In an attempt to circumvent these issues, a two-step strategy was developed that allows a single set of bar-coded sequencing primers to be used with any set of specific primers (Fig. 1). In the first step, one of the target-specific primers is modified to include a linker sequence. After amplification, a second primer consisting of the bar code and linker is used to tag the amplicon. This strategy circumvents the need to purchase bar-coded primer sets for each targeted group. Furthermore, each bar-coded sequencing primer can be shared by many group-specific reactions at the same time, since the final tag is composed of the bar-code sequence and the group-specific primer.

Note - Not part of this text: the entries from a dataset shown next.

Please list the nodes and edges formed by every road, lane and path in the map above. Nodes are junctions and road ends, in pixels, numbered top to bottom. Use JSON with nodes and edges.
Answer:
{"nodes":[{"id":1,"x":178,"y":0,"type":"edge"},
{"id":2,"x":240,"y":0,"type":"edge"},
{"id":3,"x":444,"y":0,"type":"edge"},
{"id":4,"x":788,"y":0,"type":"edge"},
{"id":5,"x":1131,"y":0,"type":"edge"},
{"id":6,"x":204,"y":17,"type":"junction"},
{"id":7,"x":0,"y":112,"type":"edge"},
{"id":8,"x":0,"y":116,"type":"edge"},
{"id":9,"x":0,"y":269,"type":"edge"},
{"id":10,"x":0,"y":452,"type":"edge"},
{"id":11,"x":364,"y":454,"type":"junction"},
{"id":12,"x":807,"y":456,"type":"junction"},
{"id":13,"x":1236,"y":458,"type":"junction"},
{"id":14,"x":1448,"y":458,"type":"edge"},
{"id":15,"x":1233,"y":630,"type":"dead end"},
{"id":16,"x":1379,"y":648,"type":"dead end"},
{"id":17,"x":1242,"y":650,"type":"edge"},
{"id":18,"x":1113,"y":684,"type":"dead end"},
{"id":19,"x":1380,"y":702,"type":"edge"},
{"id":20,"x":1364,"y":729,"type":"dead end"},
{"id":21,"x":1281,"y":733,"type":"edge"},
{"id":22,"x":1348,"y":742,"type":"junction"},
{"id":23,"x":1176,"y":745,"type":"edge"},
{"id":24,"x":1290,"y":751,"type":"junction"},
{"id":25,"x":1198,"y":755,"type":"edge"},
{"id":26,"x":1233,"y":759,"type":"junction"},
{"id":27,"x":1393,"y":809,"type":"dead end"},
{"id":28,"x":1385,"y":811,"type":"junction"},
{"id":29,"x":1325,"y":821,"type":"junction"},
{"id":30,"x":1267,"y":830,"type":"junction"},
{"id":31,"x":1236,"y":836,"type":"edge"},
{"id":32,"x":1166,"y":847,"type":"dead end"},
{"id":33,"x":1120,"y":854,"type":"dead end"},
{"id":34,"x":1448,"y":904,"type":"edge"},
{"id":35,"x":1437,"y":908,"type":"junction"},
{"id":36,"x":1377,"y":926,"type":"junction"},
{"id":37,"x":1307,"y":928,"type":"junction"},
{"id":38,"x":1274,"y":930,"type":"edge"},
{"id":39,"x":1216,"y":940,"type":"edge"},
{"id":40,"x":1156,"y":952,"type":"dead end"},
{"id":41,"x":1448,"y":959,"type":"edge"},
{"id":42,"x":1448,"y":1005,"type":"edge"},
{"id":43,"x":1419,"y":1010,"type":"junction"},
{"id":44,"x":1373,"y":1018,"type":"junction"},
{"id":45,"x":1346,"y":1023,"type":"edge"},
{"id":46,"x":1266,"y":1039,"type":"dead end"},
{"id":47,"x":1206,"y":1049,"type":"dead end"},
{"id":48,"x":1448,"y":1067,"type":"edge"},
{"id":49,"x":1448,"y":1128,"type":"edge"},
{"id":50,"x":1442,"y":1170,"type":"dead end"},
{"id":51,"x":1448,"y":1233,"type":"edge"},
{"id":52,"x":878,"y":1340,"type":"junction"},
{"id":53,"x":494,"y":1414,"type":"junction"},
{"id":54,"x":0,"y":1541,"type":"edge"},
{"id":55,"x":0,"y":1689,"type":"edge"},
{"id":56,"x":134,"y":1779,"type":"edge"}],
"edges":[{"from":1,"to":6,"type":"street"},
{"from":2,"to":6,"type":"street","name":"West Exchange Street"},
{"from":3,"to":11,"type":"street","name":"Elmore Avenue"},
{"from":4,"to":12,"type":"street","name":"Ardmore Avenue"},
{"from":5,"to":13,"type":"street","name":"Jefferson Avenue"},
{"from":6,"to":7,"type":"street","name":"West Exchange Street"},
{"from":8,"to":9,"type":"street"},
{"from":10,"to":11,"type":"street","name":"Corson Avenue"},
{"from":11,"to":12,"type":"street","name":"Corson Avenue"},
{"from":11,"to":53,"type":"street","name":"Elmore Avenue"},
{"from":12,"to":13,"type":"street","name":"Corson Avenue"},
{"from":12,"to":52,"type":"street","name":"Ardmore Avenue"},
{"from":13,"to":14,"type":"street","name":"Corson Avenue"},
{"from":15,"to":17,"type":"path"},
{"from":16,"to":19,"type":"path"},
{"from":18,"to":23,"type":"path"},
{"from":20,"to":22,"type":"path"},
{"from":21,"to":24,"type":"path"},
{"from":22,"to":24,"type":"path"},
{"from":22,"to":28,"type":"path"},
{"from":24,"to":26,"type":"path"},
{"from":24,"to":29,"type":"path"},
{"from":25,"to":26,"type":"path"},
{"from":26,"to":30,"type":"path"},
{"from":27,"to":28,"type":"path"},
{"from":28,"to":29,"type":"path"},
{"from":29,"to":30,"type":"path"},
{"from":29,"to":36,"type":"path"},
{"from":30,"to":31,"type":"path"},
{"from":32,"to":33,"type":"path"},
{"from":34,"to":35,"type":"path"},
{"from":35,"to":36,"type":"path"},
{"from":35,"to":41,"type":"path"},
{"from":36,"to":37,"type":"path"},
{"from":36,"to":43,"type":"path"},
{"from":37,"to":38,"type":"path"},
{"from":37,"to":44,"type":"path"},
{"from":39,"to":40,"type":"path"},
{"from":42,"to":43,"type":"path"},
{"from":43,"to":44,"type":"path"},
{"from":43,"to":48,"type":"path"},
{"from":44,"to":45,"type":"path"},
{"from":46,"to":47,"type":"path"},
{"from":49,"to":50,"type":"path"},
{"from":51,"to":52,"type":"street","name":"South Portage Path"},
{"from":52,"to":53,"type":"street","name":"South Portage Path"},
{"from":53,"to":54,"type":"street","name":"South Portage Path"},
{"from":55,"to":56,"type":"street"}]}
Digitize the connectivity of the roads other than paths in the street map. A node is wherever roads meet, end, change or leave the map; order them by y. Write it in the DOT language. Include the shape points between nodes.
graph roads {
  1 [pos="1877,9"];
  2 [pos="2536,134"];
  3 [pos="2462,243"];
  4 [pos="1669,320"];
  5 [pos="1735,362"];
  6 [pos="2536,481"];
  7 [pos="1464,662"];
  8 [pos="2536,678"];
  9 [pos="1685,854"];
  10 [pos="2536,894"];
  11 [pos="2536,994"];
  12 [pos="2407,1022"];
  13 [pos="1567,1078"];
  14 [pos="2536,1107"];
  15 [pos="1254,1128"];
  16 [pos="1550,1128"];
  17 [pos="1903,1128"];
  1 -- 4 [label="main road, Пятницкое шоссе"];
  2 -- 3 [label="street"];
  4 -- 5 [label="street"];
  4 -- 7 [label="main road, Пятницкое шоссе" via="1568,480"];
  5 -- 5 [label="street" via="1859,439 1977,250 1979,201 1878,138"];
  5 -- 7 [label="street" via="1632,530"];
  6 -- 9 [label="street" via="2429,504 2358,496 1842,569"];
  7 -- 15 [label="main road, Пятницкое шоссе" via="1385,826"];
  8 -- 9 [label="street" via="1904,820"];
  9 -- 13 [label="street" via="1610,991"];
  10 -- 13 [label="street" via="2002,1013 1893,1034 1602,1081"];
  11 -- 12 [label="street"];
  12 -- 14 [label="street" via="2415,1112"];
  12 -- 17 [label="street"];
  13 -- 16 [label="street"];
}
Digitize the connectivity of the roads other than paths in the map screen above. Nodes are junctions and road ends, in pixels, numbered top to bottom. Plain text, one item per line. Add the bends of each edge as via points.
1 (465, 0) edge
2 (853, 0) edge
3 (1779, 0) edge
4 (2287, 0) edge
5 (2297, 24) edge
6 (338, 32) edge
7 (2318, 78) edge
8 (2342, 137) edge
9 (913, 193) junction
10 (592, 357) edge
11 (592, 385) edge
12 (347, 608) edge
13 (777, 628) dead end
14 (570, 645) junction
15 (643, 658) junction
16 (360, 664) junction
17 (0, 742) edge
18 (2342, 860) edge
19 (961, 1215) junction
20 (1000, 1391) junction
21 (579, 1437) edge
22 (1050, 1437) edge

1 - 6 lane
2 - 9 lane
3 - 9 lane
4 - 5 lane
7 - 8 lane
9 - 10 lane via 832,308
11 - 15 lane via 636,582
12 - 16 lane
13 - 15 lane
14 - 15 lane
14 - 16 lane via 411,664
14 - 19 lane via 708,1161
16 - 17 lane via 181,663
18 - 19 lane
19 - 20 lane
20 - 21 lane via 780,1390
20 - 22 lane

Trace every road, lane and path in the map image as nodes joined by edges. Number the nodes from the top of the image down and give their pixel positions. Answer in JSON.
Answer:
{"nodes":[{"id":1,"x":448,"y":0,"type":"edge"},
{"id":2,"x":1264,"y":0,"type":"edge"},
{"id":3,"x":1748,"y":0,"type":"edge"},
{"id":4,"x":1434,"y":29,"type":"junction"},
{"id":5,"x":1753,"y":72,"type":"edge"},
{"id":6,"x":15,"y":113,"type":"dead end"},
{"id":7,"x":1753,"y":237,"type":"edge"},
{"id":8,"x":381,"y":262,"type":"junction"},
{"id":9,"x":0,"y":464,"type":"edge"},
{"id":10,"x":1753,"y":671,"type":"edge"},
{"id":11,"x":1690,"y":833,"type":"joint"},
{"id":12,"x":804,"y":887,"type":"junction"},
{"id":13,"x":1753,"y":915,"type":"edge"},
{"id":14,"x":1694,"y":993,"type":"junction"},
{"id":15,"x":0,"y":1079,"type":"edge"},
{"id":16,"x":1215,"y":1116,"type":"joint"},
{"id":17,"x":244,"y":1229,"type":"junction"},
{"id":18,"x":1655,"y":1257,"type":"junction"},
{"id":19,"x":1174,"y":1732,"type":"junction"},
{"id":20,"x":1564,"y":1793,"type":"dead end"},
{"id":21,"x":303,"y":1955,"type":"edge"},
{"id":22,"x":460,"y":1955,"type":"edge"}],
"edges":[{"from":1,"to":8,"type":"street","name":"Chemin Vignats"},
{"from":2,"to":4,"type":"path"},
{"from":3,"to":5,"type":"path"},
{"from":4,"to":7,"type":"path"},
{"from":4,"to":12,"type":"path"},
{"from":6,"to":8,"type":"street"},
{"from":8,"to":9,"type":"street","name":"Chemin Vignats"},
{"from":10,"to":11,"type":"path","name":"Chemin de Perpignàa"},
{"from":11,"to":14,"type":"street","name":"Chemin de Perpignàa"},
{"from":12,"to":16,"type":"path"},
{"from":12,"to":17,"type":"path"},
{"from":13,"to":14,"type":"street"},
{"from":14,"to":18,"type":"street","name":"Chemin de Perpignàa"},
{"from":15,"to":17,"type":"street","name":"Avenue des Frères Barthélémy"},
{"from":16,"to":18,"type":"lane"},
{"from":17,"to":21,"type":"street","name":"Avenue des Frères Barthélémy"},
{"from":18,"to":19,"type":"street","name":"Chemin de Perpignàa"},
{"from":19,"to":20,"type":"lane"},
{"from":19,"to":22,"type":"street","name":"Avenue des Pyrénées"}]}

The validity of this approach was assessed in three ways. First, the total bacterial profiles generated from this approach were compared with the profiles produced by a standard 454 “pyrotagging” approach using individual bar-coded primers to determine whether any biases from the approach were introduced by the extra elongation step. Second, and to illustrate the flexibility of the method, two group-specific primer sets were used. Third, and to demonstrate the modularity of the approach, the primers targeting all three taxa were tagged with the same bar code. These tests were performed using 8 different metagenomic DNA samples.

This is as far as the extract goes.